Особенно усердствовала нынешняя хозяйка дома Буэндиа, Мария, жена старшего брата. Ее тело, давшее жизнь девятерым детям, давно потеряло былую упругость, и присутствие стройной, подтянутой, хоть и старшей на пять лет Кончиты доводило Марию до тихого бешенства. Именно от нее соседки узнали, что каждую ночь к Кончите приходят какие-то мужчины, и не беременеет она лишь потому, что пьет сатанинское снадобье для вытравления плода.

Один раз, услышав обрывок разговора жены с подругами, Буэндиа-сын с горечью воскликнул:

— Ну как после этого не верить, что женщины — исчадие ада?! Раз в двести лет родится среди вас не такая дрянь, так вы заплюете, затопчете, сожрете с потрохами. Кто бы из вас, старых шлюх, мужа ждал столько лет? — Он обернулся к Марии. — А тебе что она плохого сделала? Задница не такая толстая, как твоя?

И тут только он заметил невесть откуда взявшуюся смазливую мордашку маленькой дочурки — Лолиты. Та почему-то вызывала в нем больше теплых чувств, чем все остальные отпрыски вместе взятые — быть может, из-за особого, изумленно-наивного, с приподнятыми дугами бровей, взгляда на мир; хотя и не пристало, конечно, любить дочку сильнее наследников мужского пола. Он смягчился и спросил с притворной строгостью:

— А ты что здесь делаешь? А ну-ка брысь, и не подслушивать, когда старшие разговаривают!

Лолита покорно вышла и закрыла дверь. На ее личике читалось недоумение. Тетушка всегда была такой славной, а мама говорила о ней такие вещи… Нет, нужно срочно пойти туда самой и всё выяснить.

Туда — это в маленький флигель за садом. В последнее время девочка стала частенько бывать в нем: там было уютно и спокойно, совсем не так, как дома. Она слышала и раньше о существовании легендарного тетушкиного мужа, но воспринимала это как нечто само собой разумеющееся. Теперь же всё смешалось и стало непонятным.
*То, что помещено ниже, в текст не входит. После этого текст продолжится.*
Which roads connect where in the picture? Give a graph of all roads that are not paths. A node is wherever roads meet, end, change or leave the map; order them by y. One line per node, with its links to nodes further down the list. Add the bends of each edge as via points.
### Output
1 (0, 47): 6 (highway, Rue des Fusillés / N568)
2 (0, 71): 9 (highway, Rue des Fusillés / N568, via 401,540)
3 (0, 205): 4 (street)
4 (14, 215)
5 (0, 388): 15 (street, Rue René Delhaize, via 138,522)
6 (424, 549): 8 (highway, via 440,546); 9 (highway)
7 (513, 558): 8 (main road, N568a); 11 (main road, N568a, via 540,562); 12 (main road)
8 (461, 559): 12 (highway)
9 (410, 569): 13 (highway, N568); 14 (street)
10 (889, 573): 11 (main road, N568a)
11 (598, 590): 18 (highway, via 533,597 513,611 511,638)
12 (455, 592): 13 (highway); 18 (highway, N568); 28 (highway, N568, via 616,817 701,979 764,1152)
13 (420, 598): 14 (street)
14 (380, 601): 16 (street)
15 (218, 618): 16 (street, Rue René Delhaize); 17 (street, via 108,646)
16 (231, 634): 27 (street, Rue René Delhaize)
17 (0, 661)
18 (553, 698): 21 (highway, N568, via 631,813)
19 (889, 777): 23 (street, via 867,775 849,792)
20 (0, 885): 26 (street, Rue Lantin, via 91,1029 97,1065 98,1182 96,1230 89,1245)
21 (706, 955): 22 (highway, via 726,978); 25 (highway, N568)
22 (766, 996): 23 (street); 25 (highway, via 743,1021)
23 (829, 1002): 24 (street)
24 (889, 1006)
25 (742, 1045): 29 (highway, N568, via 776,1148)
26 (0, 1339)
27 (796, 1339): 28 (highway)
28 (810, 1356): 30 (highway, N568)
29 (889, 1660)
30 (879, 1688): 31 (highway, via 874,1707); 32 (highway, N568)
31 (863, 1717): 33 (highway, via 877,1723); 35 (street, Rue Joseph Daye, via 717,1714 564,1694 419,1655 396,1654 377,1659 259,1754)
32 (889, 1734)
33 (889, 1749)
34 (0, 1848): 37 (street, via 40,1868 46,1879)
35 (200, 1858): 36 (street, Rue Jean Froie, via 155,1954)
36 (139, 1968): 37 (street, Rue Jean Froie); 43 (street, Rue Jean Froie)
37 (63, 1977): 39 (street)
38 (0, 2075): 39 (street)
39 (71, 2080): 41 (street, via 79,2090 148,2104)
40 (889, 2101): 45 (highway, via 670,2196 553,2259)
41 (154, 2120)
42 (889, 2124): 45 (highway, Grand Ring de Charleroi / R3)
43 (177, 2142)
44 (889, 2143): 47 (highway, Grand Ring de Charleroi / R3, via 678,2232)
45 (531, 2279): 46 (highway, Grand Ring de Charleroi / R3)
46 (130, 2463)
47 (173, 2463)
— А когда приедет твой муж? — Лолита приступила к делу прямо с порога.

— Я не могу сказать этого точно. Скоро. Но почему ты спрашиваешь? — Кончита была несколько удивлена вопросом.

— Хочу знать. А когда он вернется, он будет совсем-совсем старенький?

— Конечно нет, глупенькая. Вот смотри, мне уже 51 год, но разве я очень старая?

— Нет, — честно ответила Лолита, вспоминая мамины слова.

— Если меня любовь делает моложе, то его — тем более. Ведь он гораздо сильнее, чем я.

— А откуда ты это знаешь?

— Я с ним всё время общаюсь.

— Как? Его же здесь нет.

— Есть люди, с которыми можно разговаривать, даже не видя их.

— Это как с Богом.

— Да… Нет, немножко не так. Богу можно рассказать только о важных вещах, а ему — о чем угодно.

— И свечки — тоже как для Бога.

— Свечки — чтобы он не заблудился ночью, когда будет идти сюда. В каждой свечке — моя маленькая жизнь: они сгорают вместе, а потом я зажигаю новую свечку, и душа оживает заново, светло и горячо.

— Ух ты! Как в сказке!

— Да, как в доброй волшебной сказке.

— А когда он приедет, ты перестанешь их ставить?

— Они будут уже не нужны.

— И волшебство закончится…

— Ну почему же? Оно просто станет ближе.

— Вы будете жить, как папа с мамой?

— Да, примерно так.

— Он будет тебя сильно бить.

— Нет… — Кончиту начинал коробить этот допрос. — Он не совсем такой. Вернее, совсем не такой.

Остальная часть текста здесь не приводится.